- _Work order_
Reproduce the entries word for word but drop every picture.

Dataset entries
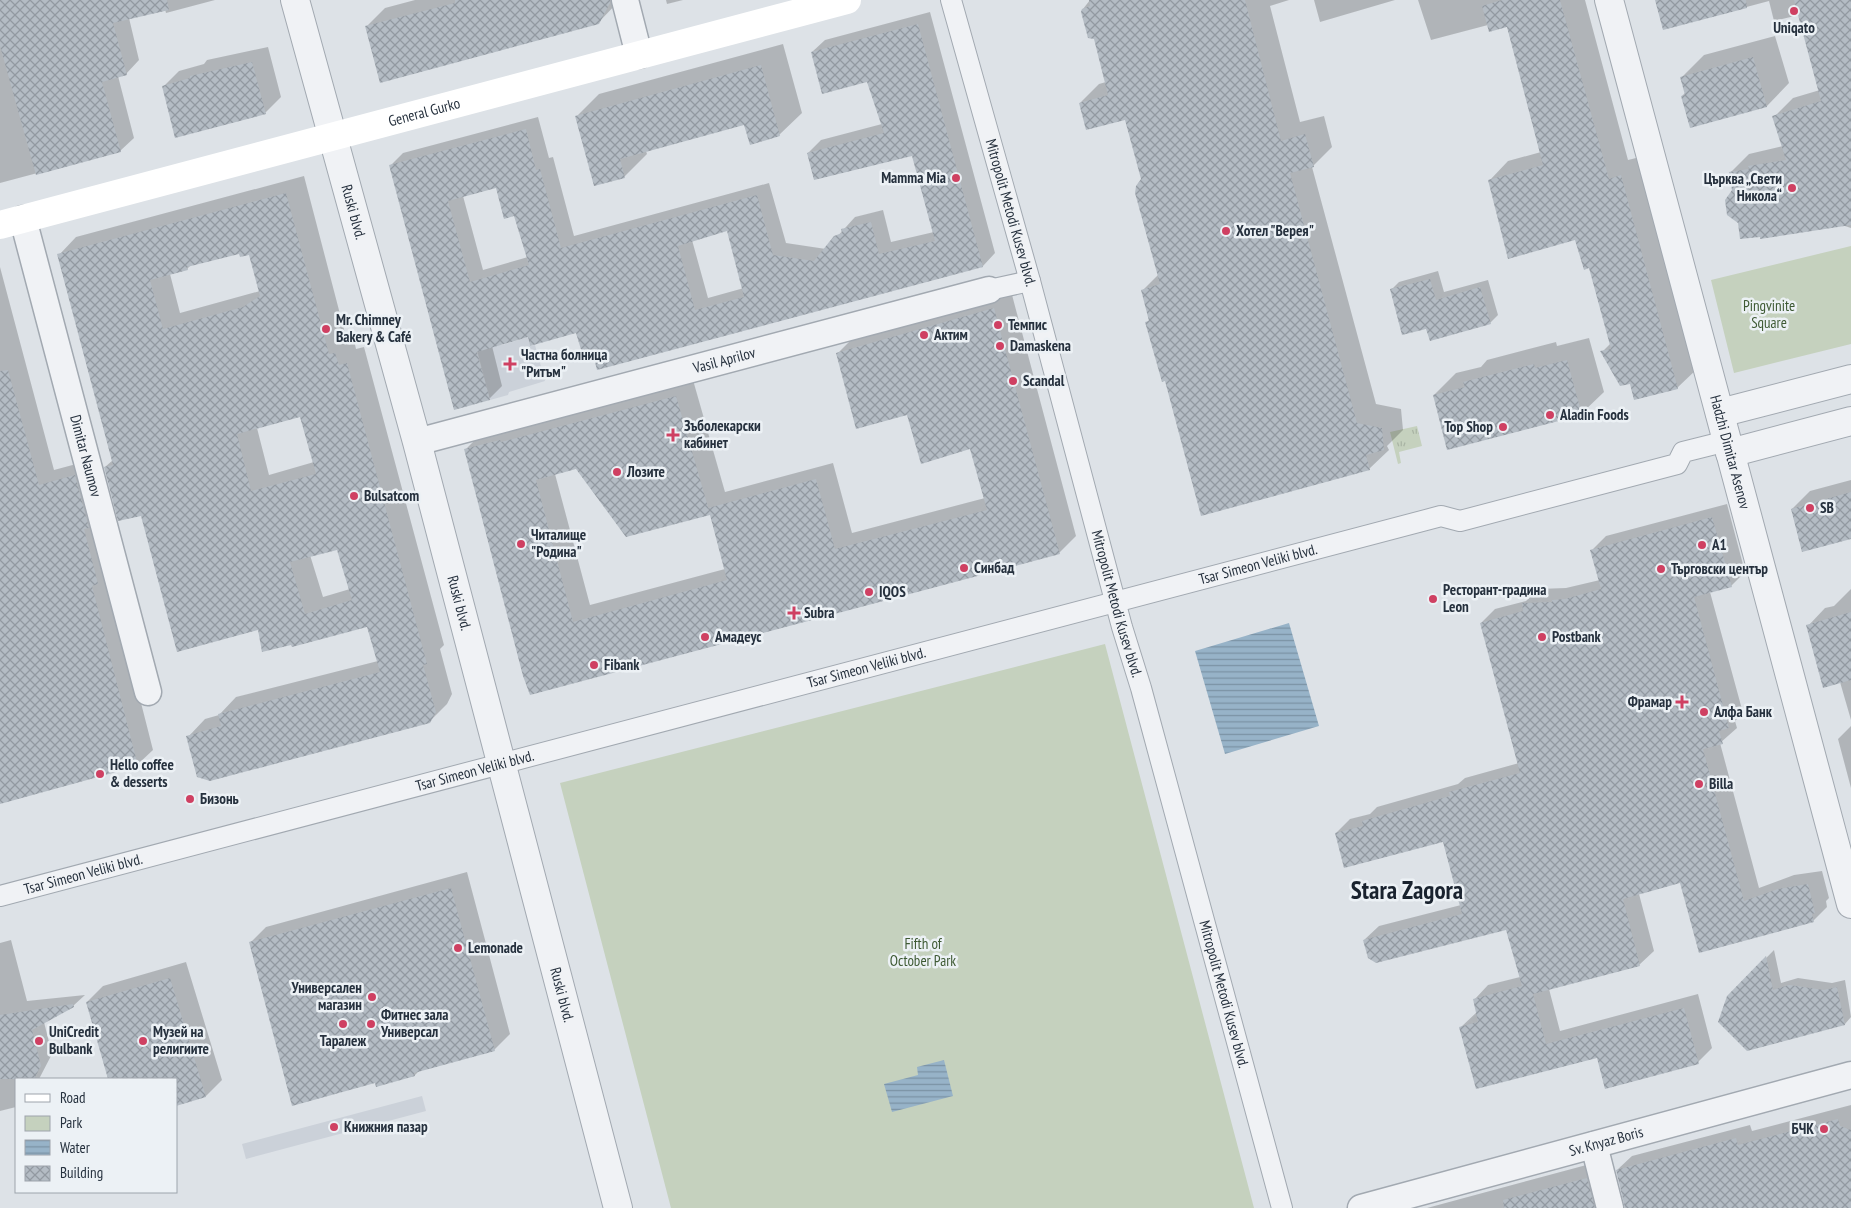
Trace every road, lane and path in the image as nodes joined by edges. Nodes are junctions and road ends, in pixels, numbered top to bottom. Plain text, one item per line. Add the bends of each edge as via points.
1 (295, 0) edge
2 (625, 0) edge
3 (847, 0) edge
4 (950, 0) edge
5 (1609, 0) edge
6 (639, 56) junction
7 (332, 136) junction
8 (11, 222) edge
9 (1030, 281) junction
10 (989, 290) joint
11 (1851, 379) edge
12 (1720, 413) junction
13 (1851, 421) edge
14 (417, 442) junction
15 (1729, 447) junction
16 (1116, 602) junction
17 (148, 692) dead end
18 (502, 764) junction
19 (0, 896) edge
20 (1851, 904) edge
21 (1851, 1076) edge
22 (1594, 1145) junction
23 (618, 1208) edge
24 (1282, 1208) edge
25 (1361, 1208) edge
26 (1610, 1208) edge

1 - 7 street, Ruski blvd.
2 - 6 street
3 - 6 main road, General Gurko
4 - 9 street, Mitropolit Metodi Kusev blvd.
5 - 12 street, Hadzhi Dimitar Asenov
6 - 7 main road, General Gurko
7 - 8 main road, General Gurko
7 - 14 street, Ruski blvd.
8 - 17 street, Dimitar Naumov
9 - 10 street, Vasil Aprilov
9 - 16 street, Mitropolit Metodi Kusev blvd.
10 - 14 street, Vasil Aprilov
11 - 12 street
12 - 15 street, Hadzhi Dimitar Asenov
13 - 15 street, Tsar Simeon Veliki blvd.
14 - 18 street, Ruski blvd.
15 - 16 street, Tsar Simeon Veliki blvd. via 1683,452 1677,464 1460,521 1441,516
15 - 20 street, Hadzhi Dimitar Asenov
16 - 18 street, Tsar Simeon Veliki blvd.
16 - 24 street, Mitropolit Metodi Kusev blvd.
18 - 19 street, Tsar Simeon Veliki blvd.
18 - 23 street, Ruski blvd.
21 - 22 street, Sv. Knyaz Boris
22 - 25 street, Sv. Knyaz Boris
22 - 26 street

- _Exercise response_
Trace every road, lane and path in the image as nodes joined by edges. Nodes are junctions and road ends, in pixels, numbered top to bottom. Plain text, one item per line. Add the bends of each edge as via points.
1 (295, 0) edge
2 (625, 0) edge
3 (847, 0) edge
4 (950, 0) edge
5 (1609, 0) edge
6 (639, 56) junction
7 (332, 136) junction
8 (11, 222) edge
9 (1030, 281) junction
10 (989, 290) joint
11 (1851, 379) edge
12 (1720, 413) junction
13 (1851, 421) edge
14 (417, 442) junction
15 (1729, 447) junction
16 (1116, 602) junction
17 (148, 692) dead end
18 (502, 764) junction
19 (0, 896) edge
20 (1851, 904) edge
21 (1851, 1076) edge
22 (1594, 1145) junction
23 (618, 1208) edge
24 (1282, 1208) edge
25 (1361, 1208) edge
26 (1610, 1208) edge

1 - 7 street, Ruski blvd.
2 - 6 street
3 - 6 main road, General Gurko
4 - 9 street, Mitropolit Metodi Kusev blvd.
5 - 12 street, Hadzhi Dimitar Asenov
6 - 7 main road, General Gurko
7 - 8 main road, General Gurko
7 - 14 street, Ruski blvd.
8 - 17 street, Dimitar Naumov
9 - 10 street, Vasil Aprilov
9 - 16 street, Mitropolit Metodi Kusev blvd.
10 - 14 street, Vasil Aprilov
11 - 12 street
12 - 15 street, Hadzhi Dimitar Asenov
13 - 15 street, Tsar Simeon Veliki blvd.
14 - 18 street, Ruski blvd.
15 - 16 street, Tsar Simeon Veliki blvd. via 1683,452 1677,464 1460,521 1441,516
15 - 20 street, Hadzhi Dimitar Asenov
16 - 18 street, Tsar Simeon Veliki blvd.
16 - 24 street, Mitropolit Metodi Kusev blvd.
18 - 19 street, Tsar Simeon Veliki blvd.
18 - 23 street, Ruski blvd.
21 - 22 street, Sv. Knyaz Boris
22 - 25 street, Sv. Knyaz Boris
22 - 26 street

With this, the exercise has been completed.